Layer-Wise Probing of Paralinguistic Attributes in Fine-Tuned Whisper for Kazakh Speech
Annotatsiya
Large pre-trained speech models similar to Whisper are now commonly used for speech recognition and related tasks. The distribution of paralinguistic features, which include emotions and speaker characteristics across model layers, remains uncertain, particularly for low-resource languages. The current study evaluates each layer of the Kazakh-adapted Whisper encoder to determine its performance in recognizing emotional expression, speaker identity, age, and gender attributes. We extract fixed representations from every encoder layer and test them with both linear and Multilayer Perceptron (MLP) probes.
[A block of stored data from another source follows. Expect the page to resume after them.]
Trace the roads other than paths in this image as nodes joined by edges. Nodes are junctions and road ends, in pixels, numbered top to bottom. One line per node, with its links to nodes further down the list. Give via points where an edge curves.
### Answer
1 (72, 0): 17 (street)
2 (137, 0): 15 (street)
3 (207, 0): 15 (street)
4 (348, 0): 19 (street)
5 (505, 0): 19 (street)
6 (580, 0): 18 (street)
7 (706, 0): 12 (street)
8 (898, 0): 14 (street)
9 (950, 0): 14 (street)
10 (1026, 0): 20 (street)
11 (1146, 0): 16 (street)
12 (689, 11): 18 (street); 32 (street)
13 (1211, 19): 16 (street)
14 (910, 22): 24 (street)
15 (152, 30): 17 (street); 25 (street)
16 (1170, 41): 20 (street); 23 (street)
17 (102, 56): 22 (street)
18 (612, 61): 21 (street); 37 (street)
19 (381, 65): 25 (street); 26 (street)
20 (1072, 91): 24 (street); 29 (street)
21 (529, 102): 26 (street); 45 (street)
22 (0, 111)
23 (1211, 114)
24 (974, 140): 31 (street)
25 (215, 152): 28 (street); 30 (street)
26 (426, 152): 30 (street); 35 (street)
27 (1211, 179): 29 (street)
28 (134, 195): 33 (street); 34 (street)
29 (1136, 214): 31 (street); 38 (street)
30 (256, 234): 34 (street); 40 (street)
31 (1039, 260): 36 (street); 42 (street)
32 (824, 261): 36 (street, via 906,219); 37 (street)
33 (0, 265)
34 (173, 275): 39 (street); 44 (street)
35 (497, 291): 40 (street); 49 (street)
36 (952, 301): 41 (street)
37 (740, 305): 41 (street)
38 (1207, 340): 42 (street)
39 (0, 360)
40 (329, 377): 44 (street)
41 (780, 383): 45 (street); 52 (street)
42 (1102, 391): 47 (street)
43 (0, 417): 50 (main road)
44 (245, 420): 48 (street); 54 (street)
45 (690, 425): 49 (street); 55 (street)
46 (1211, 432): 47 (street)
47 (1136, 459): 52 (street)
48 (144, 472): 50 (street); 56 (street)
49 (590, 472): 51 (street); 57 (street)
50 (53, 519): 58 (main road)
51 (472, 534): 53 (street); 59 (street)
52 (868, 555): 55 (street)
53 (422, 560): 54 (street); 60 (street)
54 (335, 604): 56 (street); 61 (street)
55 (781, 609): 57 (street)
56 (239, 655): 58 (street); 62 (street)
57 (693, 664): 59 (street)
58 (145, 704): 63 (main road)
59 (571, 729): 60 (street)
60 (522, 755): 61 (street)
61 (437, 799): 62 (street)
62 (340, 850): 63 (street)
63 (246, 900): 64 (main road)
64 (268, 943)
The evaluation process uses accuracy, macro-averaged F1-score (Macro-F1), and balanced accuracy metrics, whereas non-parametric statistical tests evaluate the importance of changes across different layers. The experimental evaluation of KazEmoTTS focuses on emotional expression, whereas Common Voice (Kazakh) data serve for speaker identification and demographic attribute analysis. The results demonstrate that age and gender information are strongly present at all layers of the model with little change in representation across depths, yet speaker identity shows statistically significant but weak variations between layers. Emotion information appears mainly in the model's middle layers, which is the area where probing is most effective. The research findings reveal how Whisper processes Kazakh speech, allowing researchers to choose appropriate layers for paralinguistic speech applications.